Monday, May 12, 2008

How to Solve All Your Problems

Last year some time I wrote a post about friends with whom I’d lost contact. In response, two of those friends found the blog post, commented, and now I’m back in contact with them. (And the rest of the friends I’ve listed are obviously good for nothing!)

This is almost too easy! All I have to do is complain loudly enough and other people will do all the hard work for me.
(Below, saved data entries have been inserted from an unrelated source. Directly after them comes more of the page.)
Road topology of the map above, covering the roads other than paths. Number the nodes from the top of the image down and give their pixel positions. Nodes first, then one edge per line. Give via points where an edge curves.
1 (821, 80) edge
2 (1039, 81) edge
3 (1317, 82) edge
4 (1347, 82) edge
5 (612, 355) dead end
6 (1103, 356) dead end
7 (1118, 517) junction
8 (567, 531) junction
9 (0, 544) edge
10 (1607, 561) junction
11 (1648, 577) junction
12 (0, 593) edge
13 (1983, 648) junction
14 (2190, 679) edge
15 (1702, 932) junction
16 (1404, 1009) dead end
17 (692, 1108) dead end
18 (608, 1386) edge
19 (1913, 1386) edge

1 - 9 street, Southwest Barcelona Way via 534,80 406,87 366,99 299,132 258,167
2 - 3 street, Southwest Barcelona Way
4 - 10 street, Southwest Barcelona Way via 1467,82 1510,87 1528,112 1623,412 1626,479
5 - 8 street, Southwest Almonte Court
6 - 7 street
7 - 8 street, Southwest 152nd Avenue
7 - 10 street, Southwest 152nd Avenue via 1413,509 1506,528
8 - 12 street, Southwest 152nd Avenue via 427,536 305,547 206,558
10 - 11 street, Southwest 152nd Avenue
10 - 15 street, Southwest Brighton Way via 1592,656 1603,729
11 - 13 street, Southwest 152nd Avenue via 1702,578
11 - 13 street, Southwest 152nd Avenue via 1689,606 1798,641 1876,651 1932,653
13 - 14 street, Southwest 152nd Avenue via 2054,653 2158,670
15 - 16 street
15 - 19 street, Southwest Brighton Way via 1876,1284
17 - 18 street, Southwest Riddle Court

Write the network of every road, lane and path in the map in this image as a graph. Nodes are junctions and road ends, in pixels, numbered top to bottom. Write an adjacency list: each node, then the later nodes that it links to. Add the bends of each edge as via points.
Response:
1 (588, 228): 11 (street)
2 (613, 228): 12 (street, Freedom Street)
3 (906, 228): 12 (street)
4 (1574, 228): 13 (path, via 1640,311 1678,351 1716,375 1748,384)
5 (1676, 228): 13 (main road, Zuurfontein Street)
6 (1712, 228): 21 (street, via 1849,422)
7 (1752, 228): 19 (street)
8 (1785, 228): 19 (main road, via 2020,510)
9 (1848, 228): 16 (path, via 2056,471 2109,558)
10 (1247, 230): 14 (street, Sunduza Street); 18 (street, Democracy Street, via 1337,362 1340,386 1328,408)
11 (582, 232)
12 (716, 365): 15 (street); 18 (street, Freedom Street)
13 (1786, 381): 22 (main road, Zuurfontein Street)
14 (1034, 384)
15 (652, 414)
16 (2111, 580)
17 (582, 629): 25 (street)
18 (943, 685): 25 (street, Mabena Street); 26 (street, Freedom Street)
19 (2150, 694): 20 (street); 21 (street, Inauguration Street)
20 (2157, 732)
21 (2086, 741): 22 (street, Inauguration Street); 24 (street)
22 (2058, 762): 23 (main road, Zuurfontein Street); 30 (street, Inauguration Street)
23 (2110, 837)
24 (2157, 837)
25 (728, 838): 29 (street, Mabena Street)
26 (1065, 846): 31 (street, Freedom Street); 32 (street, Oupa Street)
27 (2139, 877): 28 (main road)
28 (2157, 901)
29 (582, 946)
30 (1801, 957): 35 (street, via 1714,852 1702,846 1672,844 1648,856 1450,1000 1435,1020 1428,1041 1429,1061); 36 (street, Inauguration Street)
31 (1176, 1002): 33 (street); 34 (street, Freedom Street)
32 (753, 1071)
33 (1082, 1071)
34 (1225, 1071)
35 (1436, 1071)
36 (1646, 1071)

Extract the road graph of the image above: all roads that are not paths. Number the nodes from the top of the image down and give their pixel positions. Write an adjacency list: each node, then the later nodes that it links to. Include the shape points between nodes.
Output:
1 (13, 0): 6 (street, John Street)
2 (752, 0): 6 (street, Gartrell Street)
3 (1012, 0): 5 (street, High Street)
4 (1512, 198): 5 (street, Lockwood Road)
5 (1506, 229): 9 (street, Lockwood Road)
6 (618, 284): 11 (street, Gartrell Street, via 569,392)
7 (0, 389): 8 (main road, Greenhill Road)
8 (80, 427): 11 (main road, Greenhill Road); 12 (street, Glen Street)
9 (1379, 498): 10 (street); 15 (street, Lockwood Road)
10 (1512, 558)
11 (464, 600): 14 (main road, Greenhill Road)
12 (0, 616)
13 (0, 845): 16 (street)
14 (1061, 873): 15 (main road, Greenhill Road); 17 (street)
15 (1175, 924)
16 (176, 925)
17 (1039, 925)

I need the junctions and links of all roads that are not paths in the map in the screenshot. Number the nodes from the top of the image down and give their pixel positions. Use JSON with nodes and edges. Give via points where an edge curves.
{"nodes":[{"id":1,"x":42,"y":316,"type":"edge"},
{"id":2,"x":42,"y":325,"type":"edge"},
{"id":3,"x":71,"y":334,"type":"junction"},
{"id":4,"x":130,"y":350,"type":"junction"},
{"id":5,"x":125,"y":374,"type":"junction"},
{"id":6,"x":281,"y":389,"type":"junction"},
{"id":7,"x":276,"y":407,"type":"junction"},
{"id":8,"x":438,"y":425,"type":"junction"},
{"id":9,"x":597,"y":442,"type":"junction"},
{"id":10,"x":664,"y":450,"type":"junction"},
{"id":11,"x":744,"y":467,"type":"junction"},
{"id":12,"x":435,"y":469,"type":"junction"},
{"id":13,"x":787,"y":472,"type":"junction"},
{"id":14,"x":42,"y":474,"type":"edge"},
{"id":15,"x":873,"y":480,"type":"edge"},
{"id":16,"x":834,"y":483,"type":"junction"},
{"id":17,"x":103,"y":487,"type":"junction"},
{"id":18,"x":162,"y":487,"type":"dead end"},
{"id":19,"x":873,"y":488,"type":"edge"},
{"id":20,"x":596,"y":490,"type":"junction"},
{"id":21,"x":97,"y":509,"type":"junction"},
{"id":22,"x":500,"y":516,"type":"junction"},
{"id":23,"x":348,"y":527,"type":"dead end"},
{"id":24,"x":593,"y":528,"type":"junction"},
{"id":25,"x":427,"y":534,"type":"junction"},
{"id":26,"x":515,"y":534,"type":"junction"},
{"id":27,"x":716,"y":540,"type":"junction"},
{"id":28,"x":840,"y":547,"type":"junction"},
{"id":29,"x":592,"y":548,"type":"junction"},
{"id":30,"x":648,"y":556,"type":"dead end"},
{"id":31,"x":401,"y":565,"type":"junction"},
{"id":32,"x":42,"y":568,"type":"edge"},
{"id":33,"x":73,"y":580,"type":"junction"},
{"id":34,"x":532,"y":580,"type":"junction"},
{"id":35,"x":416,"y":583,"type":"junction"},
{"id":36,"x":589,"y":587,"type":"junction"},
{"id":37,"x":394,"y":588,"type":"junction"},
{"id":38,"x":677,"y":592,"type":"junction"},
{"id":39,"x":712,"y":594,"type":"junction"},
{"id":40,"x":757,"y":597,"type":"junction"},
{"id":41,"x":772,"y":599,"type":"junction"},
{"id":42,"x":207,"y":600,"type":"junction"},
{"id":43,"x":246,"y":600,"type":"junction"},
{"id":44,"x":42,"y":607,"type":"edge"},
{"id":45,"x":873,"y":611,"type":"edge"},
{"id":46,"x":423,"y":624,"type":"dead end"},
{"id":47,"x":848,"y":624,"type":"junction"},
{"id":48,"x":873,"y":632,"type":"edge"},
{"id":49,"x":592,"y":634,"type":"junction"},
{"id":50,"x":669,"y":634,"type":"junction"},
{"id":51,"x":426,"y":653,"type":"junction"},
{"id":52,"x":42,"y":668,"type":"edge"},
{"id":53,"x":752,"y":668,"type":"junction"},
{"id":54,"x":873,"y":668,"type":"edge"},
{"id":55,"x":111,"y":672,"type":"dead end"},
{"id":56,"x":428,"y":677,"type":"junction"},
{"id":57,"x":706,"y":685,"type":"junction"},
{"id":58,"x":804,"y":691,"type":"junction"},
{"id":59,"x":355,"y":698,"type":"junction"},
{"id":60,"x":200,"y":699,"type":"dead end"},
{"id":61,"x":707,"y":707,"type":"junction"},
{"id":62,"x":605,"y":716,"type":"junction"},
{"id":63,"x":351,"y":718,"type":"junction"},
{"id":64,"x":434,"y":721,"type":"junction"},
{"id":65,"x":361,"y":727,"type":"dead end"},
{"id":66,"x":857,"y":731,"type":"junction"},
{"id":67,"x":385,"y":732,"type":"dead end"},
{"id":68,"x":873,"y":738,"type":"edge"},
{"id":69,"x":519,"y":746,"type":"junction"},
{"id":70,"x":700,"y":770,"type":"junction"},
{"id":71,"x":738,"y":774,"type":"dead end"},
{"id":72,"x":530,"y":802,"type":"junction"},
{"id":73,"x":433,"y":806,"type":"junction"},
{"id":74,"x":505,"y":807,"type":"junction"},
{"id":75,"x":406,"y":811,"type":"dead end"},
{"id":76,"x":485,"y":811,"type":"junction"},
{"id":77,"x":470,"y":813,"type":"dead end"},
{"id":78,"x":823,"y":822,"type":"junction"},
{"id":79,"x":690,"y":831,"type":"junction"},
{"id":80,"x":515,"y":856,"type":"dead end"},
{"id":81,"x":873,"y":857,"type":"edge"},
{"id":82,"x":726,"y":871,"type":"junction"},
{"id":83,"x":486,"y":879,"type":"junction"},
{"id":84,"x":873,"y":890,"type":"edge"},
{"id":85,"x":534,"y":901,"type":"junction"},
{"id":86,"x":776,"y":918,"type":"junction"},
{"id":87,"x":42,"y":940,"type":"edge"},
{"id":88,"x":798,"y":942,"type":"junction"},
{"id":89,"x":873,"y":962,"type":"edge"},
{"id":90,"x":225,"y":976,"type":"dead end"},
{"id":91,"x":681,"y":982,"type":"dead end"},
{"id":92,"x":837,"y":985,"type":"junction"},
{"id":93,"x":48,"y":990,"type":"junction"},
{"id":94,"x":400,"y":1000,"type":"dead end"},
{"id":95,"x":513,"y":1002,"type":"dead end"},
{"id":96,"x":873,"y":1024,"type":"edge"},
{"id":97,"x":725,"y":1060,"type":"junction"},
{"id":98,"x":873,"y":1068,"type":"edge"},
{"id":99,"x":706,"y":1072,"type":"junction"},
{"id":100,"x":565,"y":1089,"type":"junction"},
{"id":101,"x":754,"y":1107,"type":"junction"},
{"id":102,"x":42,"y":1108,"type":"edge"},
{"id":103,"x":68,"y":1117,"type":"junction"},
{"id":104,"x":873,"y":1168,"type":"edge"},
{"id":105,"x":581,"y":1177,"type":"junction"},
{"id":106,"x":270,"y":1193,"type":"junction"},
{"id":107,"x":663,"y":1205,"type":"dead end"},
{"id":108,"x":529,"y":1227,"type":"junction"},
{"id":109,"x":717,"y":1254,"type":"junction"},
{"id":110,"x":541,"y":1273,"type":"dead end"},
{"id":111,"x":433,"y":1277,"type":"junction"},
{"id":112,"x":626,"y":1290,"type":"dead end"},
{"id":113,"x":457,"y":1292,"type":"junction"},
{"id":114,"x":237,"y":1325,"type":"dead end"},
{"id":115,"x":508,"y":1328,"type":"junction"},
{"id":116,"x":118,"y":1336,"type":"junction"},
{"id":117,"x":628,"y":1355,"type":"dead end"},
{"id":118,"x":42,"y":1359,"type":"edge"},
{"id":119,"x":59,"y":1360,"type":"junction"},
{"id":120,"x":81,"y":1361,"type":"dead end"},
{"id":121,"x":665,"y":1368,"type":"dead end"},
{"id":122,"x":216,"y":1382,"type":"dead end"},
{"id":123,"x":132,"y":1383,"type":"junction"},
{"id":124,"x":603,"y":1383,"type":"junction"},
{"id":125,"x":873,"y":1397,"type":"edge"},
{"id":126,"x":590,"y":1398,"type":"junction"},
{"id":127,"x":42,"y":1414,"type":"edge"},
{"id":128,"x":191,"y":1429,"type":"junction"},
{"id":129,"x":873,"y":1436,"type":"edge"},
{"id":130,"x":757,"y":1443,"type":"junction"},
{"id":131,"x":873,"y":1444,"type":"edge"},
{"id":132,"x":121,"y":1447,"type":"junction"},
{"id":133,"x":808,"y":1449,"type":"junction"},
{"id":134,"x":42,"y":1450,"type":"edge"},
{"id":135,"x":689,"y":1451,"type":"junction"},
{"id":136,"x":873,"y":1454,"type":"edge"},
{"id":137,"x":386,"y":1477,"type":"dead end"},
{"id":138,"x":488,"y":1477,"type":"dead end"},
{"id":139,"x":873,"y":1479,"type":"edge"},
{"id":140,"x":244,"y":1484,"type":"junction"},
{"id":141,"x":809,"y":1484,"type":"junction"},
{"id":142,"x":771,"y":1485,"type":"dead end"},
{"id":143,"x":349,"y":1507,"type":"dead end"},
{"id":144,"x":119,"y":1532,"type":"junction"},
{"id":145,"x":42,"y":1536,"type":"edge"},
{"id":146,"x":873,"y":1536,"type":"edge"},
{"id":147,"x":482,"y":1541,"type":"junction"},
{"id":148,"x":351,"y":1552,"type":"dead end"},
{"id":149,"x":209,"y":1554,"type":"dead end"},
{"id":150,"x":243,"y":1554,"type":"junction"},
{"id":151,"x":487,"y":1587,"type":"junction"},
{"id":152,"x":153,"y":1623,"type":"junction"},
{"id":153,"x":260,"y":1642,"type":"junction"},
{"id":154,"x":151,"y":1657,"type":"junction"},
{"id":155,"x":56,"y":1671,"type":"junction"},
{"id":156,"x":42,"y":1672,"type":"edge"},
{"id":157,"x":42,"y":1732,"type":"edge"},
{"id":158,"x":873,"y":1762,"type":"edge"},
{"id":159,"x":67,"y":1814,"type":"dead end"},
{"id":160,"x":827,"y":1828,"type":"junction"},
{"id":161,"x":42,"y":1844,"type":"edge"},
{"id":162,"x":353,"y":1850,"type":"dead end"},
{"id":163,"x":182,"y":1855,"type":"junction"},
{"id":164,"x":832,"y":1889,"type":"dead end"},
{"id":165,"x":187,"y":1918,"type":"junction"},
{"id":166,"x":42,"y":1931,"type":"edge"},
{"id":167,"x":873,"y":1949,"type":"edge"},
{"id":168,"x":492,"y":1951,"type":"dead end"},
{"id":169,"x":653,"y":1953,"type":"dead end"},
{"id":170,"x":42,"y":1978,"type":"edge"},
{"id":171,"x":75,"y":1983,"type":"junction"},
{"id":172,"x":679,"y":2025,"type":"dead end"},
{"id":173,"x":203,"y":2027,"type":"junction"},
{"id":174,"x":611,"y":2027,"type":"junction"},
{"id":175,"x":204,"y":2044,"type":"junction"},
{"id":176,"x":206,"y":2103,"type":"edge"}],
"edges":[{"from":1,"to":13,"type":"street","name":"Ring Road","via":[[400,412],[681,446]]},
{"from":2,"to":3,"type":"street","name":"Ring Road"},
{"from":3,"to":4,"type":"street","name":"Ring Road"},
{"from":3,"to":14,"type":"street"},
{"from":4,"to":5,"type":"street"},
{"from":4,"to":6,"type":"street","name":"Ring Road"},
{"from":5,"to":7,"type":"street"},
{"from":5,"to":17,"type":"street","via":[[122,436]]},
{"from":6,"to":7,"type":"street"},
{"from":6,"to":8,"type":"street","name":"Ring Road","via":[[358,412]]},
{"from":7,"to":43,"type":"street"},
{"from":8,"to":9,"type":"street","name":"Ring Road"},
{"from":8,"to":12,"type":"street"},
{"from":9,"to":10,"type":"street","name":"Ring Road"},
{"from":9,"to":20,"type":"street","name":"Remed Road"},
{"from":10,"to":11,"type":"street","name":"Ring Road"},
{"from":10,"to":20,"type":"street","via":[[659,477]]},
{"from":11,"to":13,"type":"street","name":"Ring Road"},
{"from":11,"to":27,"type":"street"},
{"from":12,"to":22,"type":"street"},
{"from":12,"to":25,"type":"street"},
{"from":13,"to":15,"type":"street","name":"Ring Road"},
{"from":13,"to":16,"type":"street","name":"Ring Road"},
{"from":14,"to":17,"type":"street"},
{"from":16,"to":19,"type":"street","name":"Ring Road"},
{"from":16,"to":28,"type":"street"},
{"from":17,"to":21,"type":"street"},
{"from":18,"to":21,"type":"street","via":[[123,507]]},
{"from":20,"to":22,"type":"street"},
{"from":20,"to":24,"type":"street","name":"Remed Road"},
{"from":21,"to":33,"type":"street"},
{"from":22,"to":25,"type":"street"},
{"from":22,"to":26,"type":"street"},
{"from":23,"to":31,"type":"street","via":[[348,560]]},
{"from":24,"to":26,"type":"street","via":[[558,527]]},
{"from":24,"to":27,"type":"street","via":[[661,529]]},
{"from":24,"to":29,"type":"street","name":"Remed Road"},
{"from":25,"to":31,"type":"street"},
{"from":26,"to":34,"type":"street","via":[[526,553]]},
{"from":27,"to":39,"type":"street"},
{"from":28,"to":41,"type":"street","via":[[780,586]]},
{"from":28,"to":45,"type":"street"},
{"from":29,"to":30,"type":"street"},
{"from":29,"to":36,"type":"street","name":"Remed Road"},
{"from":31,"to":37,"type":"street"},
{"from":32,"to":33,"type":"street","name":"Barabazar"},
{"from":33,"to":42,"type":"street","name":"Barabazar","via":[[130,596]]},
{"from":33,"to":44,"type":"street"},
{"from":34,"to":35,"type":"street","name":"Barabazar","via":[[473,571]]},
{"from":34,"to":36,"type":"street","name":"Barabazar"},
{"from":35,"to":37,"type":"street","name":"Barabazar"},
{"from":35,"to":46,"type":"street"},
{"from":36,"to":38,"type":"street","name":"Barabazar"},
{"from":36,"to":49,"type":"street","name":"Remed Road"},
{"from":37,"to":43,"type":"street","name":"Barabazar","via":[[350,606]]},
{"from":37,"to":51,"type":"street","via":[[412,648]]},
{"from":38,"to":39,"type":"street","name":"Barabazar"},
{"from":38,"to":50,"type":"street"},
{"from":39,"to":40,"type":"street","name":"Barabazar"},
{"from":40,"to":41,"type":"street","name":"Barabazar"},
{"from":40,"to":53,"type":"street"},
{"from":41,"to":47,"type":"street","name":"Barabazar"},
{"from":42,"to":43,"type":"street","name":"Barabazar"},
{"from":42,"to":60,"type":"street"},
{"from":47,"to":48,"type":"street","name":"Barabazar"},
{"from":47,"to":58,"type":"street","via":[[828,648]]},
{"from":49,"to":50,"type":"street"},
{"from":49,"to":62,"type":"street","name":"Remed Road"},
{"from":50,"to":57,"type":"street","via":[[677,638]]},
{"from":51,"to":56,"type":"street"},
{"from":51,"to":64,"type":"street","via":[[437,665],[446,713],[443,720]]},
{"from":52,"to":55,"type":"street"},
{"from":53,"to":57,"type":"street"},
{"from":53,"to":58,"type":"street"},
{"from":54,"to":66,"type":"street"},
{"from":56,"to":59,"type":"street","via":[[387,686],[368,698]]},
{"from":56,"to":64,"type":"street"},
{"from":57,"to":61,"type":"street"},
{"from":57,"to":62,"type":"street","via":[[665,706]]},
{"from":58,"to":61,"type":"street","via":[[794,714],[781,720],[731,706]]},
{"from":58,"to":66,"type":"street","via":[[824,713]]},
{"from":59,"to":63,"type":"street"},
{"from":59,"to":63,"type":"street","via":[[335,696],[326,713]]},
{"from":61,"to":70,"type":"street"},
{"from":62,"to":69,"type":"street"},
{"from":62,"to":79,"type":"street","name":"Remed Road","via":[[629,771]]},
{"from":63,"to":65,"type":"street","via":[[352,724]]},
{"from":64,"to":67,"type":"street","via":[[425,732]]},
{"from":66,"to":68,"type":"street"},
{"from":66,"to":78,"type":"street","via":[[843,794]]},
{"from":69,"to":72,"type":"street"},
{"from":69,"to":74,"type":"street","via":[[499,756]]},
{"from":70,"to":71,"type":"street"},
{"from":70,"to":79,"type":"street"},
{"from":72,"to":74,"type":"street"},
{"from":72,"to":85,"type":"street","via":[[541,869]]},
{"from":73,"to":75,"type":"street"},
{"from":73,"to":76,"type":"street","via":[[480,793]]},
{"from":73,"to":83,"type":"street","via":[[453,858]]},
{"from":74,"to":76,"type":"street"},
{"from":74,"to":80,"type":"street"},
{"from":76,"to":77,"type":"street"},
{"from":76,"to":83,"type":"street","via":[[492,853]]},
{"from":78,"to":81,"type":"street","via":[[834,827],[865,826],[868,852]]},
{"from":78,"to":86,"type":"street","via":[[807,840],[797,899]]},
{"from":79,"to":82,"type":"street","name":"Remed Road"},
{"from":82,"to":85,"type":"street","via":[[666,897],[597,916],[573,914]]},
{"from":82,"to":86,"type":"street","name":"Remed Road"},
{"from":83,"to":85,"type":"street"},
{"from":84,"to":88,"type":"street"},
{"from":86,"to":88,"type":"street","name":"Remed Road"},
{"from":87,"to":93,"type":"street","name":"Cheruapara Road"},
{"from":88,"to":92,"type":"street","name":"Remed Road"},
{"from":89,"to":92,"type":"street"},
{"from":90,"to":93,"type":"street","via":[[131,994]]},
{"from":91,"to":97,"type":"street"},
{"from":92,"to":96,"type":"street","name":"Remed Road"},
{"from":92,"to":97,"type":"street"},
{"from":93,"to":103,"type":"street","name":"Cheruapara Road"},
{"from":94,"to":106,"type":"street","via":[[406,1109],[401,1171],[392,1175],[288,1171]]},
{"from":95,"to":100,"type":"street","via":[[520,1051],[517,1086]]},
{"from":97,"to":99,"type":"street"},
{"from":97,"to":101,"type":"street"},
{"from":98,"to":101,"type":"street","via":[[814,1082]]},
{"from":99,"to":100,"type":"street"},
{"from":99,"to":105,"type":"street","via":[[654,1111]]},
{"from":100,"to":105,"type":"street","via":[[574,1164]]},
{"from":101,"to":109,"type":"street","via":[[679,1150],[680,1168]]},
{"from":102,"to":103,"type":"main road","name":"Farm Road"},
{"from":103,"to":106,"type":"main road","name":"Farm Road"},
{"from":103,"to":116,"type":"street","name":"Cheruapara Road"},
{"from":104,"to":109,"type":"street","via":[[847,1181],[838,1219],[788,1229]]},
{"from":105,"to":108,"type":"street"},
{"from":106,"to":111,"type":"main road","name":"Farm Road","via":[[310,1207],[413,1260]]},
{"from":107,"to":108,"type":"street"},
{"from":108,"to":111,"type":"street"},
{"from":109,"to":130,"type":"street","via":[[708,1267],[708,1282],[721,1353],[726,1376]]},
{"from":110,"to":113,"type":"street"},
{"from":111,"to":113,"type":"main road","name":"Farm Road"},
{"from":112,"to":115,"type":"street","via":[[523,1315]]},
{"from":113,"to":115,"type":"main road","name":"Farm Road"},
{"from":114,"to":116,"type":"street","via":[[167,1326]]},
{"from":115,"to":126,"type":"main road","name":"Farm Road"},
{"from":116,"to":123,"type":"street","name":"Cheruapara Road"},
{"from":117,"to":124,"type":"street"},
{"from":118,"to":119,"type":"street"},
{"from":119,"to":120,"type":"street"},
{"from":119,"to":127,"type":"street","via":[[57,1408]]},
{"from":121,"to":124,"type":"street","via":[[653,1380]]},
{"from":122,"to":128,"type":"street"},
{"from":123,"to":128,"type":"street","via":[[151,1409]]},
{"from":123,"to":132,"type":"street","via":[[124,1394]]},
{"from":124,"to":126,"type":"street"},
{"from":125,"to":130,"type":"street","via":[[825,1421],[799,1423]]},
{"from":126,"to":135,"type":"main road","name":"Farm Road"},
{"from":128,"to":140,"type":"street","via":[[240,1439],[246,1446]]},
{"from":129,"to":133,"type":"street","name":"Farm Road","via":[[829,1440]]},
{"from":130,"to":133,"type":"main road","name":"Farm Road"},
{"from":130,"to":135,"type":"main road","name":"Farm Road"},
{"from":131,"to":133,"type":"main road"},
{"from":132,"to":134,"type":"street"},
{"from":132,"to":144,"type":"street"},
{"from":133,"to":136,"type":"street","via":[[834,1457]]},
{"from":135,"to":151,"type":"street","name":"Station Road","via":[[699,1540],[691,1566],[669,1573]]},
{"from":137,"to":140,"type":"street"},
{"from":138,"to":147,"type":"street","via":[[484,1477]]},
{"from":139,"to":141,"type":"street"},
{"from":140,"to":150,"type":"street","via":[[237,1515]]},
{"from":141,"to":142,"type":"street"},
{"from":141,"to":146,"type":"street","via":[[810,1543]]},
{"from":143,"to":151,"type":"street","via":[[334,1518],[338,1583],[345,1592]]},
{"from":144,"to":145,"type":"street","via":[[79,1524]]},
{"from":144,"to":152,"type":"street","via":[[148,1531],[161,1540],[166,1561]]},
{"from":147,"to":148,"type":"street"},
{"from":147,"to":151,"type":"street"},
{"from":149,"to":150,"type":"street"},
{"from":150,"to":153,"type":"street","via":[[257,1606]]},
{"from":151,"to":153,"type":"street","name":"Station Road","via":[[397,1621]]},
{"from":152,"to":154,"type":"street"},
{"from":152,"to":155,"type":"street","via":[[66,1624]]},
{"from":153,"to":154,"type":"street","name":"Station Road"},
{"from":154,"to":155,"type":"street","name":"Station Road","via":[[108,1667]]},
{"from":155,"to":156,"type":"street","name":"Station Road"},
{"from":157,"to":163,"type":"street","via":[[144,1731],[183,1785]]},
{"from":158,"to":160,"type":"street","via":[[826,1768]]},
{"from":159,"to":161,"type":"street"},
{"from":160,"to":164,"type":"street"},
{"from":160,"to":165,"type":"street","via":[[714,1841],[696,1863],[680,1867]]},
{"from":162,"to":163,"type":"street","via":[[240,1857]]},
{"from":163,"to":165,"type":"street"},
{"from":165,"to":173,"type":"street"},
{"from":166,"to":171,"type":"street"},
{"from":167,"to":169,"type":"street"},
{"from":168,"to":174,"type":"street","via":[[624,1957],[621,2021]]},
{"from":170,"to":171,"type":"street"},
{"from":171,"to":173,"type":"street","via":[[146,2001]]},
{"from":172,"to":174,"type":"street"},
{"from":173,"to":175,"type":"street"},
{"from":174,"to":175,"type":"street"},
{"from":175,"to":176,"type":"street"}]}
Other things I want someone else to fix:

  • my inability to fall asleep
  • my lack of motivation for getting out of bed in the morning
  • my chronic boredom
  • the back tire of my bicycle
  • the broken hinge on the back window of our car
  • all my genealogy that I have to type into New Family Search
  • my son’s inability to say anything without yelling it
  • my wife’s not-so-secret hatred of homeschooling
  • the dearth of serious candidates for the presidency

So seriously, people, just divvy them out and get to work. I’ll check back in a couple hours to see how you’re doing.


JT said...

Okay, I've got the presidential candidate one worked out. I will be 35 during the next presidential election cycle. I'll just run on a serious platform like no more government intrusion into anything. Wait, that won't fix your problem. Sorry, I'm worthless.

Cristin said...

Why does your wife do homeschooling if she hates it? Are you forcing her to do that?

Rachel Clare said...

1. take Lunesta. There will be little butterflies in your room all night long.
2. have N. put snakes in your bed. It'll get you up in no time flat.
3. Chronic boredom: buy a rubik's cube. You probably already have one. Try to beat my record of 68 seconds. No, I'm not kidding.
4. ... um, I've lost track.
5. Homeschooling: STOP. Your kids may just be complete social retards at the end if you continue. Plus, she hates it. LET IT GO!
6. I can't remember any of the others.

Good luck! (When are you guys coming to CA?? We'd love to see you! Don't go before mid-July, okay?